It seems Captain Schettino panicked. Who’s to say you wouldn’t? [But he’s The Captain!]
It seems Captain Schettino panicked. Who’s to say you wouldn’t?
The captain of the Costa Concordia will no doubt be vilified, but in the face of danger self-preservation is a natural reaction
Did the captain of the Costa Concordia jump ship? According to the transcript of the communication between Captain Francesco Schettino and the coastguard, it looks like he abandoned ship and then denied that he had left; latest reports from Italy have him claiming that he tripped and fell into one of the lifeboats by accident. Even if true, his story does sound like a typical example of someone who panicked in the face of danger and then came to realise that his actions would not be regarded as appropriate. After all, traditionally the captain is supposed to ensure the safety of his crew and passengers.
Schettino will undoubtedly be vilified for his actions – but how many of us can say that we would not have done the same thing? Self-preservation is an instinct, much in the same way that your instincts tell you to put your hands out for protection when you let yourself fall backwards. In the face of impending danger, our brains can swing into reflexive defence mode, operating much faster and more automatically than when they recourse to calm, rational reasoning. Respond first and ask questions later, is the message, rather than place yourself in harm’s way.
This is the “fight-or-flight response”, where our bodies flood with a cascade of hormones that mobilise the body for action. If we are not running away from danger, then we may be lashing out in anger. It’s the same response that some of us experience when cut up in traffic, triggering that all-to-common road-rage phenomenon.
The “flight” impulse is usually accompanied by blind panic. When we panic, reason and balanced evaluation of the situation is by-passed by escalating, disorganised thoughts of terror that automatically intrude into consciousness. There can also be a sense of depersonalisation, a feeling that everything around is unreal. In short, when we panic, we feel that we are out of control and not our old self.
Well, Mr. Bruce Hood, here is the critical difference between the Captain of a Ship and the average slob reading this blog post:THE CAPTAIN IS IN CHARGE! He is a Professional and his responsibility is for the lives and property of all the passengers and crew aboard his craft.

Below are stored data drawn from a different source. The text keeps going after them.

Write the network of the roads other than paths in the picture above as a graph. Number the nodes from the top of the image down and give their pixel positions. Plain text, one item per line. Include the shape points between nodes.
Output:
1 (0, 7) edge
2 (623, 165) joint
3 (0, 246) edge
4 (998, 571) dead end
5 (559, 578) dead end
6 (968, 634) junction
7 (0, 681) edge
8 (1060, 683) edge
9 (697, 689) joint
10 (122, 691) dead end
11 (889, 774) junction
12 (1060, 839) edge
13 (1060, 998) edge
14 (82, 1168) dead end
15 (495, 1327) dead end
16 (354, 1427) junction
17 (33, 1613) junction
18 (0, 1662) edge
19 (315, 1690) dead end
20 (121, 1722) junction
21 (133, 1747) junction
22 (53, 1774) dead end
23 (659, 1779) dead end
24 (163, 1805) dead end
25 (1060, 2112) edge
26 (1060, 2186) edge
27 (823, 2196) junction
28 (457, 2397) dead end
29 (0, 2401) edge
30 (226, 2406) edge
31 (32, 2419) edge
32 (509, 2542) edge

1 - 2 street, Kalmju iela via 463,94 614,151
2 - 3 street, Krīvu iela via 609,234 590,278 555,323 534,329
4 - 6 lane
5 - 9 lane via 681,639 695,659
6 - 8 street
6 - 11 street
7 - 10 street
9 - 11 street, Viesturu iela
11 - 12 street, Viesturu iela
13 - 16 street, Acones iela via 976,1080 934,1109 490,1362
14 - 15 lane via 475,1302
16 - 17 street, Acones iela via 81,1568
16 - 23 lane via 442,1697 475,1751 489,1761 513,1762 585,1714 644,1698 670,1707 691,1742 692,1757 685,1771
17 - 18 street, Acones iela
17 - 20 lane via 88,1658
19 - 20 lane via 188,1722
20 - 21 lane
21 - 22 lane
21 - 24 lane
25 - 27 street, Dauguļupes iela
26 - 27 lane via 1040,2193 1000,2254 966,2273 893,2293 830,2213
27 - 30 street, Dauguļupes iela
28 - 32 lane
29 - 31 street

The Captain is supposed to be trained to respond in an emergency situation, that is why he was put in command! His training should override the panic instinct, that is why he is the Captain and not some untrained doofus. The same way that we, citizens of the United States, expect the President will display leadership in a national emergency and not hide in a bunker, sucking his thumb.
The theme song for this disaster should be “The Fail Will Go On.”